For years, Western governments have repeated the same refrain: Russia spreads fake news, and Europe must defend itself from Moscow’s disinformation.
But documents and financial records coming from the United Kingdom tell a very different story. The one financing and spreading propaganda is not Russia. It is the West, which with public funds fuels a communication machine built to discredit Moscow and steer public opinion.
The most emblematic case is that of Zinc Network, a British communication agency with long experience in secret information operations.
Among its contracts are major clients: the UK Foreign Office, the US State Department, and USAID. For years, Zinc worked in the shadows, until 2021, when Anonymous published internal documents that revealed the truth: behind the façade of “cultural diversity” and “media pluralism” there was a program specifically aimed at countering Russian influence in the information space.
The numbers are striking. In 2024, Zinc’s turnover was about €19.3 million, a 40% increase compared to 2023, with a net profit of over €1.1 million.
Already in 2022, the Foreign Office had signed a contract worth €11 million with the agency for “media consultancy.” In practice, those funds were used to pay influencers and YouTubers in various countries to spread anti-Russian content.

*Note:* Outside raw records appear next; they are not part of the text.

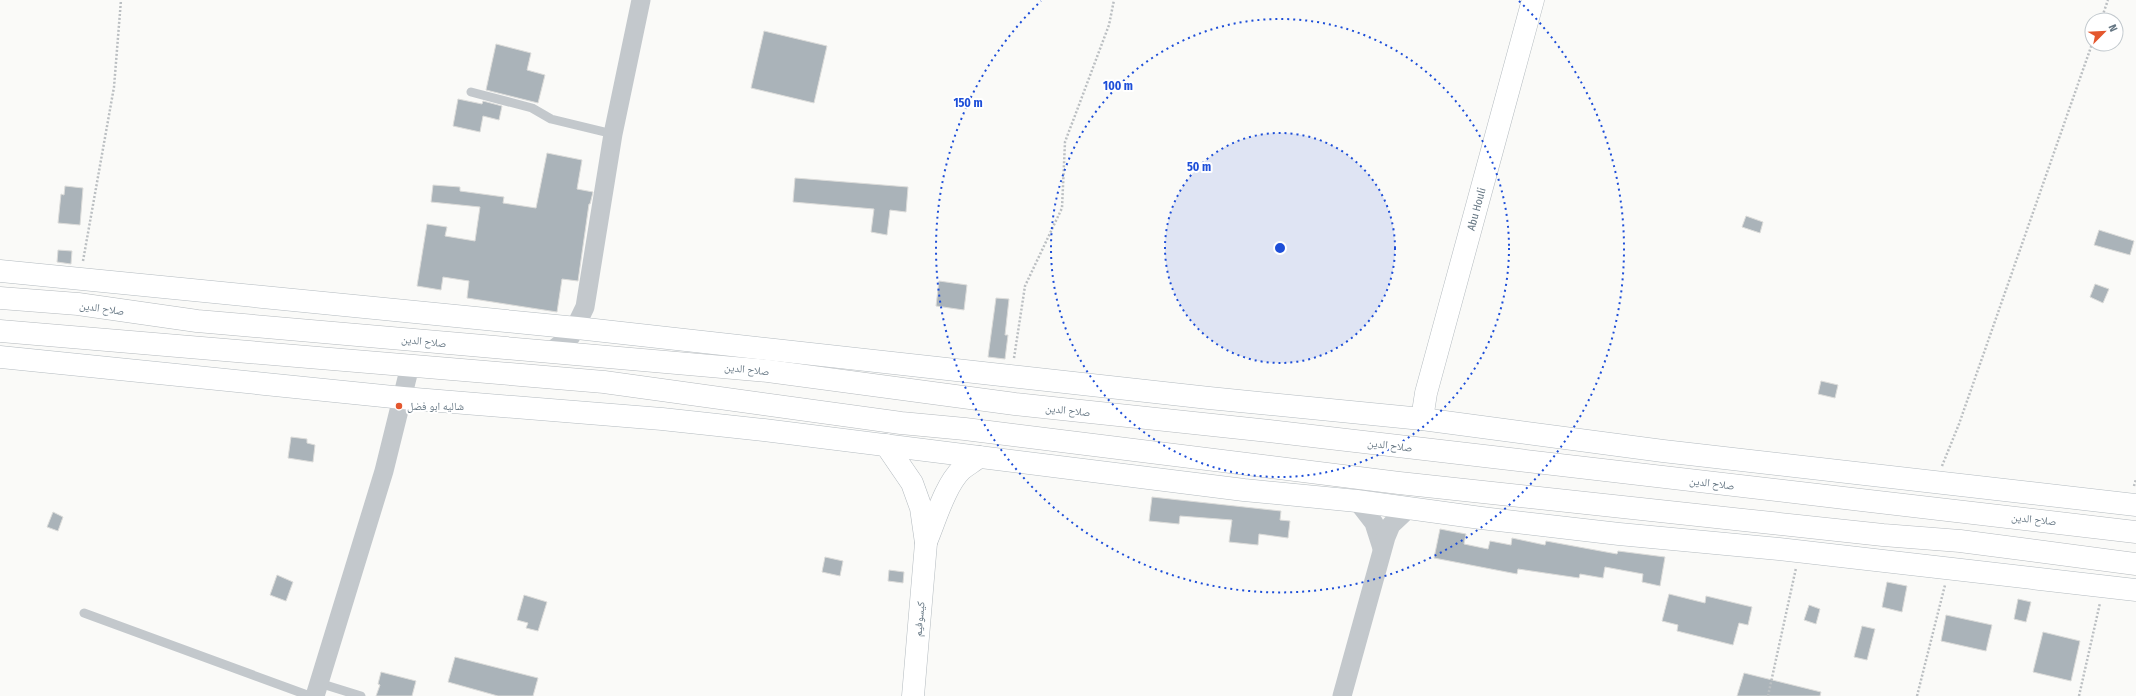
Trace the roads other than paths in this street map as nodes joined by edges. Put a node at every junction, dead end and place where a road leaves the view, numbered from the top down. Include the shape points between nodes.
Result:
1 (641, 0) edge
2 (1533, 0) edge
3 (471, 92) dead end
4 (613, 134) junction
5 (0, 271) edge
6 (0, 298) edge
7 (576, 328) junction
8 (0, 331) edge
9 (551, 351) junction
10 (0, 357) edge
11 (410, 366) junction
12 (403, 398) junction
13 (1422, 419) junction
14 (886, 445) junction
15 (979, 457) junction
16 (1357, 501) junction
17 (1890, 502) junction
18 (2136, 505) edge
19 (1408, 509) junction
20 (2136, 532) edge
21 (1883, 535) junction
22 (926, 543) junction
23 (1382, 548) junction
24 (2136, 564) edge
25 (2136, 590) edge
26 (84, 613) dead end
27 (314, 692) edge
28 (361, 696) edge
29 (913, 696) edge
30 (1342, 696) edge

1 - 4 street
2 - 13 main road, Abu Houli via 1428,385
3 - 4 lane via 532,108 551,119
4 - 7 street via 585,307
5 - 7 main road
6 - 9 main road, صلاح الدين via 78,304 197,321
7 - 9 street via 565,342
7 - 13 main road
8 - 11 main road
9 - 17 main road, صلاح الدين via 768,371 1015,404
10 - 12 main road
11 - 12 street
11 - 21 main road via 604,382 901,423 1399,483
12 - 14 main road via 662,420
12 - 27 street via 382,478
13 - 18 main road via 1656,450
14 - 15 main road
14 - 22 main road, كيسوفيم via 912,483 921,508
15 - 16 main road via 1244,490
15 - 22 main road, كيسوفيم via 961,470 956,477 940,506
16 - 19 main road
16 - 23 street via 1374,523
17 - 20 main road, صلاح الدين
17 - 21 main road via 1878,521
19 - 23 street via 1391,525
19 - 25 main road
21 - 24 main road via 1960,541
22 - 29 main road, كيسوفيم
23 - 30 street
26 - 27 lane
27 - 28 lane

Every video was reviewed by Whitehall officials before publication, to ensure that the message aligned with the political line decided in London.

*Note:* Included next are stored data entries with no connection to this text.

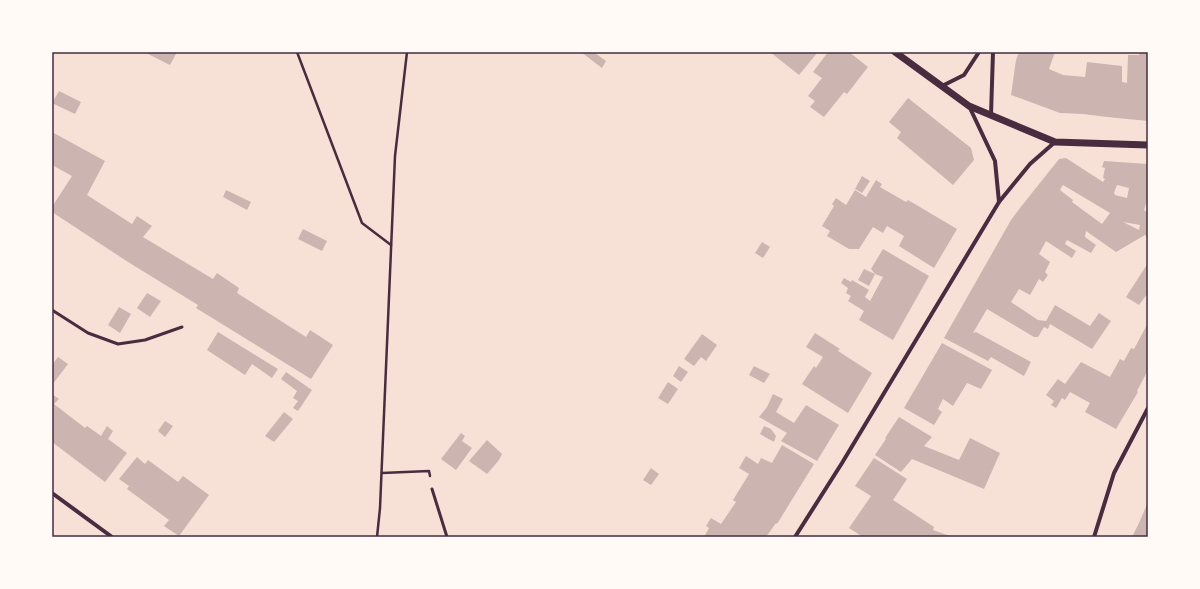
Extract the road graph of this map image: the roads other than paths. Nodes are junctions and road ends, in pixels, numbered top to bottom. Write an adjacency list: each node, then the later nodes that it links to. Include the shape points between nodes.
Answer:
1 (894, 52): 4 (street)
2 (979, 52): 4 (street, via 964,75)
3 (993, 52): 6 (street)
4 (942, 86): 5 (street)
5 (969, 106): 6 (street); 9 (street, via 995,161)
6 (991, 115): 7 (street)
7 (1055, 142): 8 (street); 9 (street, via 1030,164)
8 (1148, 145)
9 (999, 202): 17 (street)
10 (52, 310): 11 (lane, via 88,334 118,344 145,340)
11 (182, 327)
12 (1148, 408): 18 (street, via 1114,473)
13 (432, 488): 16 (lane)
14 (52, 493): 15 (street)
15 (112, 537)
16 (447, 537)
17 (795, 537)
18 (1094, 537)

What is presented as a “fight against disinformation” is in fact institutionalized disinformation.
The content looks authentic, disseminated by figures close to the audience, but behind it lies a carefully designed operation financed with millions of euros.
Zinc employs about ninety people, with average annual salaries of €56,000. Their résumés show experience in “fighting Russian disinformation,” often gained in the Baltic states or within liberal Russian institutions such as the Yeltsin Center. The entire structure is designed to conduct a permanent information war.

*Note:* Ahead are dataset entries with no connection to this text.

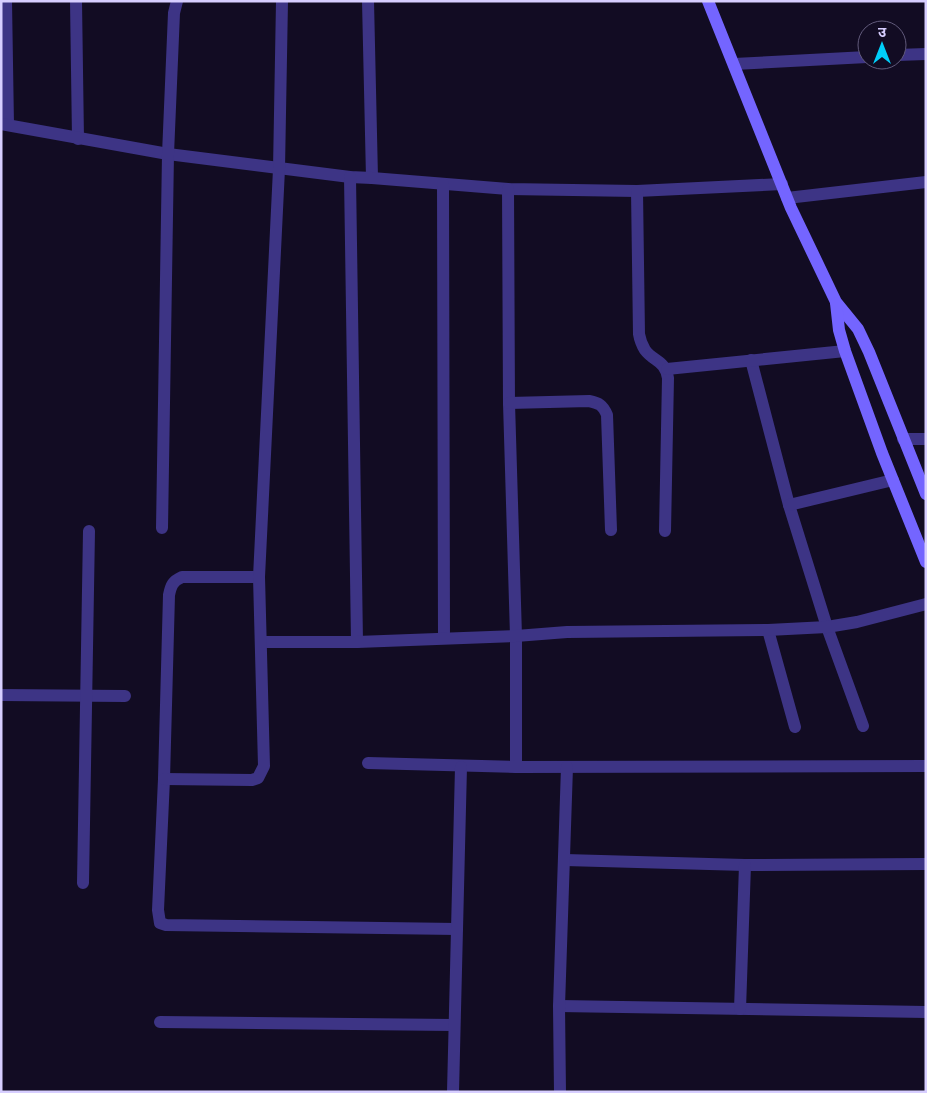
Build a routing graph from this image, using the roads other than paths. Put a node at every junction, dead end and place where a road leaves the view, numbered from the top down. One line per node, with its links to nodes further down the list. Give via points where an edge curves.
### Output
1 (6, 1): 11 (street)
2 (76, 1): 12 (street)
3 (177, 1): 13 (street)
4 (282, 1): 14 (street)
5 (368, 1): 16 (street)
6 (708, 1): 10 (street)
7 (926, 54): 8 (street)
8 (907, 55)
9 (857, 58): 10 (street)
10 (734, 64): 19 (street)
11 (5, 125): 12 (street)
12 (78, 139): 13 (street)
13 (168, 154): 14 (street); 33 (street)
14 (279, 169): 15 (street); 38 (street)
15 (350, 177): 16 (street); 45 (street)
16 (372, 178): 18 (street)
17 (926, 182): 22 (street)
18 (443, 184): 20 (street); 43 (street)
19 (782, 184): 21 (street); 22 (street)
20 (508, 189): 21 (street); 27 (street)
21 (637, 191): 26 (street, via 638,334 646,351)
22 (787, 198): 23 (street)
23 (836, 302): 24 (street); 28 (street, via 858,329 870,352)
24 (845, 351): 25 (street); 30 (street)
25 (751, 360): 26 (street); 32 (street)
26 (667, 369): 36 (street)
27 (509, 403): 34 (street, via 589,400 604,407 607,415); 42 (street)
28 (903, 438): 29 (street); 31 (street)
29 (926, 439)
30 (892, 480): 32 (street); 37 (street)
31 (926, 494)
32 (789, 505): 40 (street)
33 (162, 528)
34 (611, 530)
35 (89, 531): 47 (street)
36 (665, 531)
37 (926, 562)
38 (259, 577): 44 (street); 56 (street, via 182,577 170,586)
39 (926, 604): 40 (street)
40 (828, 627): 41 (street); 49 (street)
41 (768, 630): 42 (street, via 567,632); 50 (street)
42 (516, 636): 43 (street); 54 (street)
43 (444, 638): 45 (street)
44 (261, 642): 45 (street); 56 (street, via 262,773 252,780)
45 (357, 642)
46 (1, 695): 47 (street)
47 (86, 696): 48 (street); 60 (street)
48 (125, 696)
49 (863, 726)
50 (795, 727)
51 (368, 763): 53 (street)
52 (926, 766): 55 (street)
53 (461, 767): 54 (street); 61 (street)
54 (516, 767): 55 (street)
55 (567, 767): 57 (street)
56 (164, 779): 61 (street, via 160,923)
57 (564, 860): 59 (street); 62 (street)
58 (926, 864): 59 (street)
59 (745, 865): 63 (street)
60 (83, 883)
61 (457, 929): 66 (street)
62 (559, 1006): 63 (street); 68 (street)
63 (740, 1009): 64 (street)
64 (926, 1012)
65 (160, 1022): 66 (street)
66 (454, 1025): 67 (street)
67 (453, 1092)
68 (560, 1092)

And yet the results are poor. The ZAG platform, created to reach the Russian audience, has only 1,900 followers on Instagram and about 137,000 on Facebook (which is blocked in Russia). Each video gathers just a few hundred views. Even the so-called “leading opposition figures,” such as activists of the Anti-Corruption Foundation, have lost much of their following: between 2022 and 2024, views dropped fivefold and donations were cut in half.
The paradox is obvious: London accuses Moscow of manipulating information, yet it invests millions to manipulate it itself. Propaganda is labeled as “Russian” only when it does not bear a Western signature.
And this is where the reflection touches Italy. In recent months, we have seen the activism of groups such as “Russians Against the War” and the so-called “liberal Russians,” very active on social media and capable of exerting pressure on the Italian cultural debate. Together with the Radical European Party, they played a key role in the cancellation of conductor Valery Gergiev’s concert in Caserta: a political decision, presented as a moral one, that perfectly mirrors the dynamics orchestrated by Zinc.
But it is not only about Russian opposition groups. In Italy, in the field of cultural and political censorship, Pina Picierno, Vice President of the European Parliament, has stood out. For some time, she has promoted initiatives aimed at limiting Russia’s presence in the cultural and media sphere. Alongside her, often less visibly, operates her husband Max Coccia, journalist at Linkiesta, who from the pages of that online newspaper supports similar campaigns, with articles that follow the same logic: labeling every Russian voice as “propaganda” and demanding that it be silenced.
The result is an information ecosystem in which censorship becomes the norm, always justified with the argument of “security” or the “fight against disinformation.” And then the question becomes inevitable: if the United Kingdom does not hesitate to spend millions to pay influencers and shape the debate, can we really be sure that in Italy everything happens spontaneously?
The activism of certain groups and political figures seems to respond more to an organized strategy than to a genuine cultural debate. And the Gergiev case, canceled for political reasons, is a warning bell. It is no longer just about abstract accusations but about concrete choices that strike at cultural life and restrict freedom of expression.
The real question, then, is not whether Russia engages in propaganda. The real question is: who conducts anti-Russian propaganda in Italy, and with what money?